§ Required work
Repeat the data exactly. Pictures stay out.

§ Material shown
= Beginning of Section =

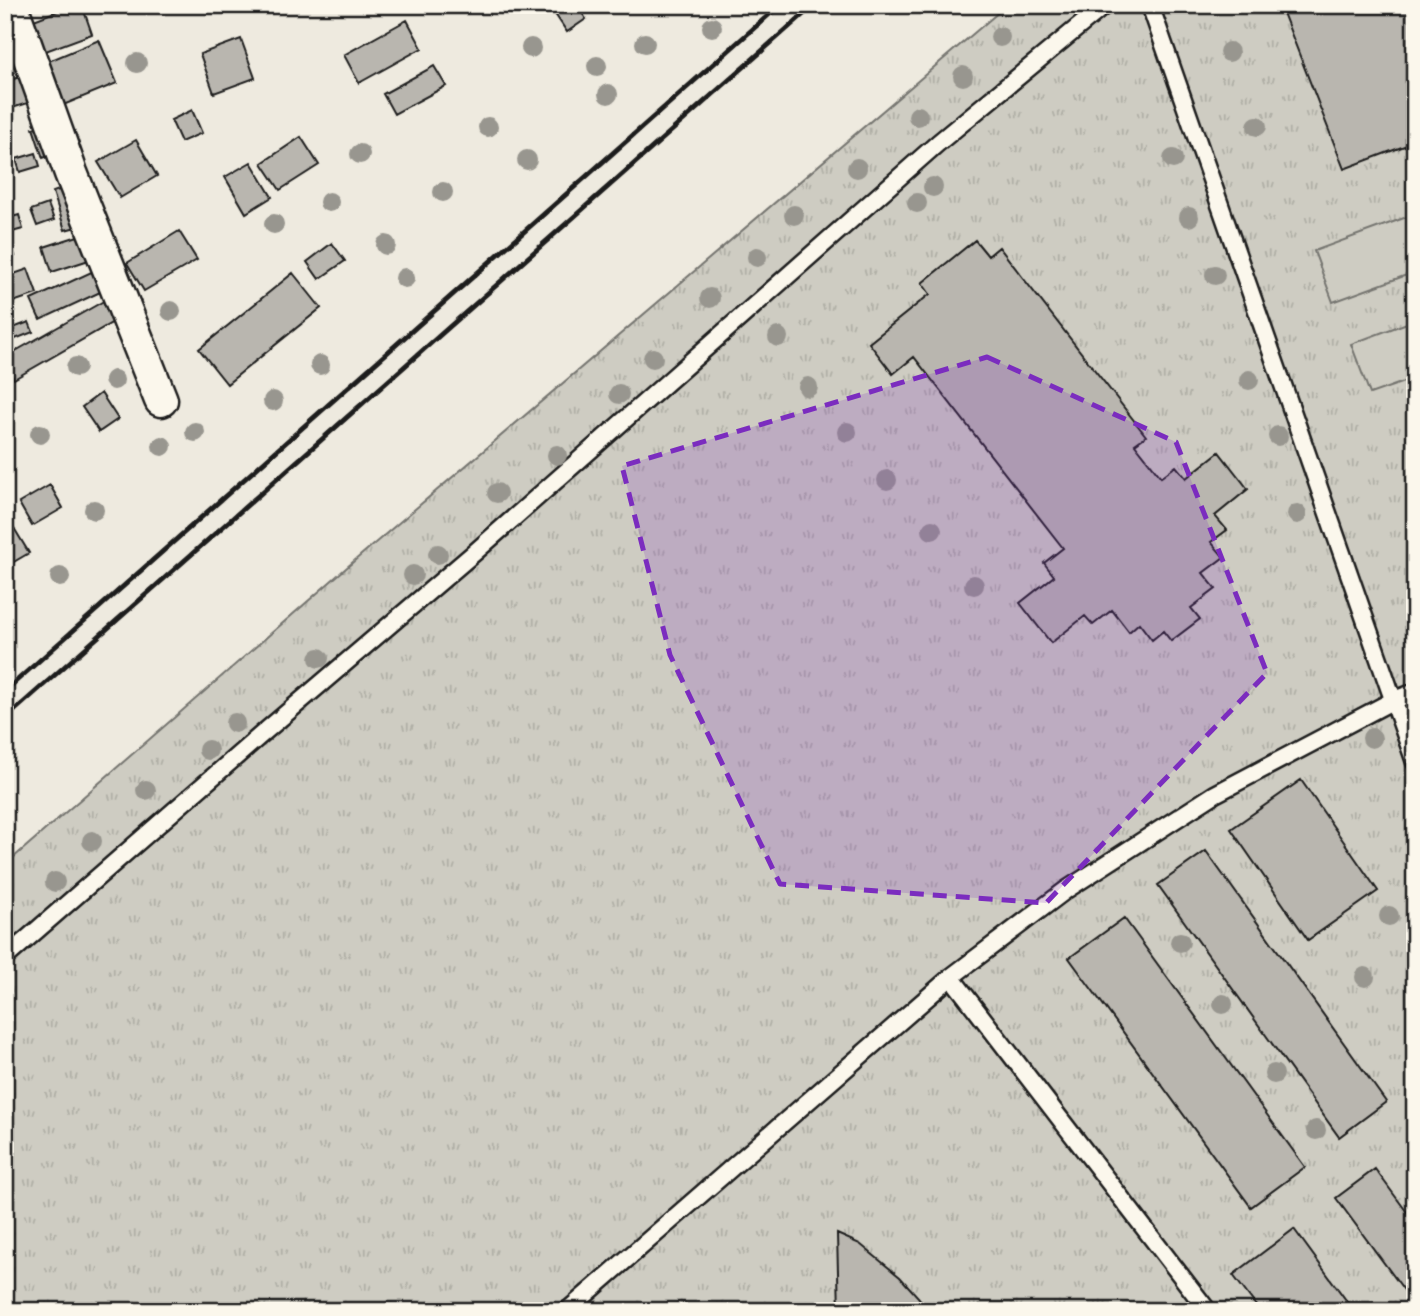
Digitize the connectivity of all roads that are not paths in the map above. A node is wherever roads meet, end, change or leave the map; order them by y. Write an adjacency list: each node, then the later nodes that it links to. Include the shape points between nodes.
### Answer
1 (11, 5): 4 (street, via 71,173)
2 (1105, 5): 8 (lane, via 937,143 474,553)
3 (1150, 5): 6 (lane)
4 (161, 400)
5 (1415, 692): 6 (lane)
6 (1392, 701): 7 (lane); 9 (lane, via 1215,794 1066,890)
7 (1415, 762)
8 (5, 958)
9 (951, 977): 10 (lane); 11 (lane)
10 (576, 1308)
11 (1208, 1311)

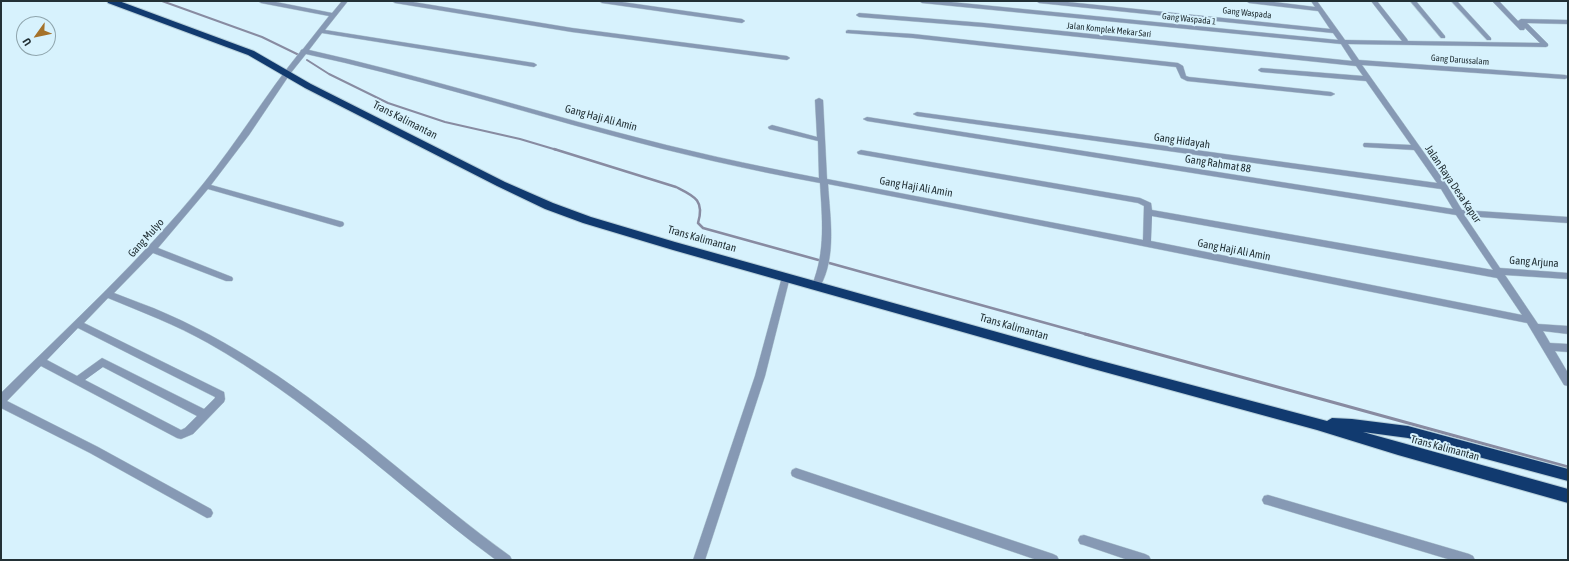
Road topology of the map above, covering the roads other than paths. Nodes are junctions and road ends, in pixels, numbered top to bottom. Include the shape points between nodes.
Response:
1 (111, 1) edge
2 (262, 1) edge
3 (345, 1) edge
4 (395, 1) edge
5 (602, 1) edge
6 (922, 1) edge
7 (1039, 1) edge
8 (1249, 1) edge
9 (1314, 1) edge
10 (1374, 1) edge
11 (1413, 1) edge
12 (1454, 1) edge
13 (1495, 1) edge
14 (1063, 2) edge
15 (1319, 9) junction
16 (333, 15) junction
17 (859, 15) dead end
18 (742, 21) dead end
19 (1568, 22) edge
20 (320, 31) junction
21 (1334, 31) junction
22 (848, 32) dead end
23 (1443, 37) dead end
24 (1489, 38) dead end
25 (1405, 40) dead end
26 (1534, 41) dead end
27 (1341, 42) junction
28 (1101, 48) junction
29 (301, 54) junction
30 (787, 58) dead end
31 (1356, 63) junction
32 (534, 65) dead end
33 (1261, 70) dead end
34 (287, 73) junction
35 (1564, 76) dead end
36 (1368, 79) junction
37 (1331, 94) dead end
38 (819, 100) dead end
39 (917, 114) dead end
40 (867, 119) dead end
41 (772, 127) dead end
42 (821, 140) junction
43 (1367, 145) dead end
44 (1416, 148) junction
45 (861, 152) dead end
46 (823, 182) junction
47 (206, 186) junction
48 (1444, 187) junction
49 (1148, 212) junction
50 (1459, 213) junction
51 (1568, 220) edge
52 (340, 224) dead end
53 (1148, 244) junction
54 (152, 249) junction
55 (1499, 273) junction
56 (1568, 276) edge
57 (786, 277) junction
58 (229, 279) dead end
59 (817, 286) junction
60 (107, 294) junction
61 (1533, 323) junction
62 (78, 324) junction
63 (1568, 330) edge
64 (1547, 347) junction
65 (1568, 348) edge
66 (41, 362) junction
67 (1567, 378) edge
68 (77, 381) junction
69 (1, 401) edge
70 (204, 414) junction
71 (1317, 424) junction
72 (796, 473) dead end
73 (1568, 475) edge
74 (1568, 496) edge
75 (1268, 500) dead end
76 (208, 513) dead end
77 (1084, 540) dead end
78 (506, 560) edge
79 (698, 560) edge
80 (1053, 560) edge
81 (1145, 560) edge
82 (1469, 560) edge

1 - 34 highway, Trans Kalimantan via 229,44
2 - 16 street
3 - 16 street, Gang Mulyo
4 - 30 street via 587,32
5 - 18 street
6 - 27 street, Gang Waspada 1
7 - 14 street, Gang Waspada
8 - 15 street
9 - 15 street, Jalan Raya Desa Kapur
10 - 25 street
11 - 23 street
12 - 24 street
13 - 26 street
14 - 21 street, Gang Waspada
15 - 21 street, Jalan Raya Desa Kapur
16 - 20 street, Gang Mulyo
17 - 28 street, Jalan Komplek Mekar Sari via 961,23
19 - 27 street, Gang Waspada 1 via 1520,21 1546,45
20 - 29 street, Gang Mulyo
20 - 32 street
21 - 27 street, Jalan Raya Desa Kapur
22 - 28 street
27 - 31 street, Jalan Raya Desa Kapur
28 - 31 street, Jalan Komplek Mekar Sari
28 - 37 street via 1178,65 1183,77 1187,79
29 - 34 street, Gang Mulyo
29 - 46 street, Gang Haji Ali Amin via 372,66 706,158
31 - 35 street, Gang Darussalam
31 - 36 street, Jalan Raya Desa Kapur
33 - 36 street
34 - 47 street, Gang Mulyo
34 - 57 highway, Trans Kalimantan via 483,175 549,206 632,234
36 - 44 street, Jalan Raya Desa Kapur
38 - 42 street
39 - 48 street, Gang Hidayah
40 - 50 street, Gang Rahmat 88
41 - 42 street
42 - 46 street
43 - 44 street
44 - 48 street, Jalan Raya Desa Kapur
45 - 49 street via 1140,201 1148,205
46 - 53 street, Gang Haji Ali Amin
46 - 59 street via 827,241
47 - 52 street
47 - 54 street, Gang Mulyo
48 - 50 street, Jalan Raya Desa Kapur
49 - 53 street
49 - 55 street, Gang Arjuna
50 - 51 street, Gang Rahmat 88
50 - 55 street, Jalan Raya Desa Kapur
53 - 61 street, Gang Haji Ali Amin
54 - 58 street
54 - 60 street, Gang Mulyo
55 - 56 street, Gang Arjuna
55 - 61 street, Jalan Raya Desa Kapur
57 - 59 highway, Trans Kalimantan
57 - 79 street via 760,376
59 - 71 highway, Trans Kalimantan
60 - 62 street, Gang Mulyo
60 - 78 street via 177,323 274,380 330,420 444,514
61 - 63 street, Gang Haji Ali Amin
61 - 64 street, Jalan Raya Desa Kapur
62 - 66 street, Gang Mulyo
62 - 70 street via 220,395 220,399
64 - 65 street
64 - 67 street, Jalan Raya Desa Kapur
66 - 68 street
66 - 69 street, Gang Mulyo
68 - 70 street via 102,362
68 - 70 street via 181,435 186,434
69 - 76 street
71 - 73 highway, Trans Kalimantan via 1352,425 1408,432
71 - 74 highway, Trans Kalimantan via 1398,450
72 - 80 street
75 - 82 street
77 - 81 street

= End of Section =

§ Reply to the task
Digitize the connectivity of all roads that are not paths in the map above. A node is wherever roads meet, end, change or leave the map; order them by y. Write an adjacency list: each node, then the later nodes that it links to. Include the shape points between nodes.
### Answer
1 (11, 5): 4 (street, via 71,173)
2 (1105, 5): 8 (lane, via 937,143 474,553)
3 (1150, 5): 6 (lane)
4 (161, 400)
5 (1415, 692): 6 (lane)
6 (1392, 701): 7 (lane); 9 (lane, via 1215,794 1066,890)
7 (1415, 762)
8 (5, 958)
9 (951, 977): 10 (lane); 11 (lane)
10 (576, 1308)
11 (1208, 1311)

Road topology of the map above, covering the roads other than paths. Nodes are junctions and road ends, in pixels, numbered top to bottom. Include the shape points between nodes.
Response:
1 (111, 1) edge
2 (262, 1) edge
3 (345, 1) edge
4 (395, 1) edge
5 (602, 1) edge
6 (922, 1) edge
7 (1039, 1) edge
8 (1249, 1) edge
9 (1314, 1) edge
10 (1374, 1) edge
11 (1413, 1) edge
12 (1454, 1) edge
13 (1495, 1) edge
14 (1063, 2) edge
15 (1319, 9) junction
16 (333, 15) junction
17 (859, 15) dead end
18 (742, 21) dead end
19 (1568, 22) edge
20 (320, 31) junction
21 (1334, 31) junction
22 (848, 32) dead end
23 (1443, 37) dead end
24 (1489, 38) dead end
25 (1405, 40) dead end
26 (1534, 41) dead end
27 (1341, 42) junction
28 (1101, 48) junction
29 (301, 54) junction
30 (787, 58) dead end
31 (1356, 63) junction
32 (534, 65) dead end
33 (1261, 70) dead end
34 (287, 73) junction
35 (1564, 76) dead end
36 (1368, 79) junction
37 (1331, 94) dead end
38 (819, 100) dead end
39 (917, 114) dead end
40 (867, 119) dead end
41 (772, 127) dead end
42 (821, 140) junction
43 (1367, 145) dead end
44 (1416, 148) junction
45 (861, 152) dead end
46 (823, 182) junction
47 (206, 186) junction
48 (1444, 187) junction
49 (1148, 212) junction
50 (1459, 213) junction
51 (1568, 220) edge
52 (340, 224) dead end
53 (1148, 244) junction
54 (152, 249) junction
55 (1499, 273) junction
56 (1568, 276) edge
57 (786, 277) junction
58 (229, 279) dead end
59 (817, 286) junction
60 (107, 294) junction
61 (1533, 323) junction
62 (78, 324) junction
63 (1568, 330) edge
64 (1547, 347) junction
65 (1568, 348) edge
66 (41, 362) junction
67 (1567, 378) edge
68 (77, 381) junction
69 (1, 401) edge
70 (204, 414) junction
71 (1317, 424) junction
72 (796, 473) dead end
73 (1568, 475) edge
74 (1568, 496) edge
75 (1268, 500) dead end
76 (208, 513) dead end
77 (1084, 540) dead end
78 (506, 560) edge
79 (698, 560) edge
80 (1053, 560) edge
81 (1145, 560) edge
82 (1469, 560) edge

1 - 34 highway, Trans Kalimantan via 229,44
2 - 16 street
3 - 16 street, Gang Mulyo
4 - 30 street via 587,32
5 - 18 street
6 - 27 street, Gang Waspada 1
7 - 14 street, Gang Waspada
8 - 15 street
9 - 15 street, Jalan Raya Desa Kapur
10 - 25 street
11 - 23 street
12 - 24 street
13 - 26 street
14 - 21 street, Gang Waspada
15 - 21 street, Jalan Raya Desa Kapur
16 - 20 street, Gang Mulyo
17 - 28 street, Jalan Komplek Mekar Sari via 961,23
19 - 27 street, Gang Waspada 1 via 1520,21 1546,45
20 - 29 street, Gang Mulyo
20 - 32 street
21 - 27 street, Jalan Raya Desa Kapur
22 - 28 street
27 - 31 street, Jalan Raya Desa Kapur
28 - 31 street, Jalan Komplek Mekar Sari
28 - 37 street via 1178,65 1183,77 1187,79
29 - 34 street, Gang Mulyo
29 - 46 street, Gang Haji Ali Amin via 372,66 706,158
31 - 35 street, Gang Darussalam
31 - 36 street, Jalan Raya Desa Kapur
33 - 36 street
34 - 47 street, Gang Mulyo
34 - 57 highway, Trans Kalimantan via 483,175 549,206 632,234
36 - 44 street, Jalan Raya Desa Kapur
38 - 42 street
39 - 48 street, Gang Hidayah
40 - 50 street, Gang Rahmat 88
41 - 42 street
42 - 46 street
43 - 44 street
44 - 48 street, Jalan Raya Desa Kapur
45 - 49 street via 1140,201 1148,205
46 - 53 street, Gang Haji Ali Amin
46 - 59 street via 827,241
47 - 52 street
47 - 54 street, Gang Mulyo
48 - 50 street, Jalan Raya Desa Kapur
49 - 53 street
49 - 55 street, Gang Arjuna
50 - 51 street, Gang Rahmat 88
50 - 55 street, Jalan Raya Desa Kapur
53 - 61 street, Gang Haji Ali Amin
54 - 58 street
54 - 60 street, Gang Mulyo
55 - 56 street, Gang Arjuna
55 - 61 street, Jalan Raya Desa Kapur
57 - 59 highway, Trans Kalimantan
57 - 79 street via 760,376
59 - 71 highway, Trans Kalimantan
60 - 62 street, Gang Mulyo
60 - 78 street via 177,323 274,380 330,420 444,514
61 - 63 street, Gang Haji Ali Amin
61 - 64 street, Jalan Raya Desa Kapur
62 - 66 street, Gang Mulyo
62 - 70 street via 220,395 220,399
64 - 65 street
64 - 67 street, Jalan Raya Desa Kapur
66 - 68 street
66 - 69 street, Gang Mulyo
68 - 70 street via 102,362
68 - 70 street via 181,435 186,434
69 - 76 street
71 - 73 highway, Trans Kalimantan via 1352,425 1408,432
71 - 74 highway, Trans Kalimantan via 1398,450
72 - 80 street
75 - 82 street
77 - 81 street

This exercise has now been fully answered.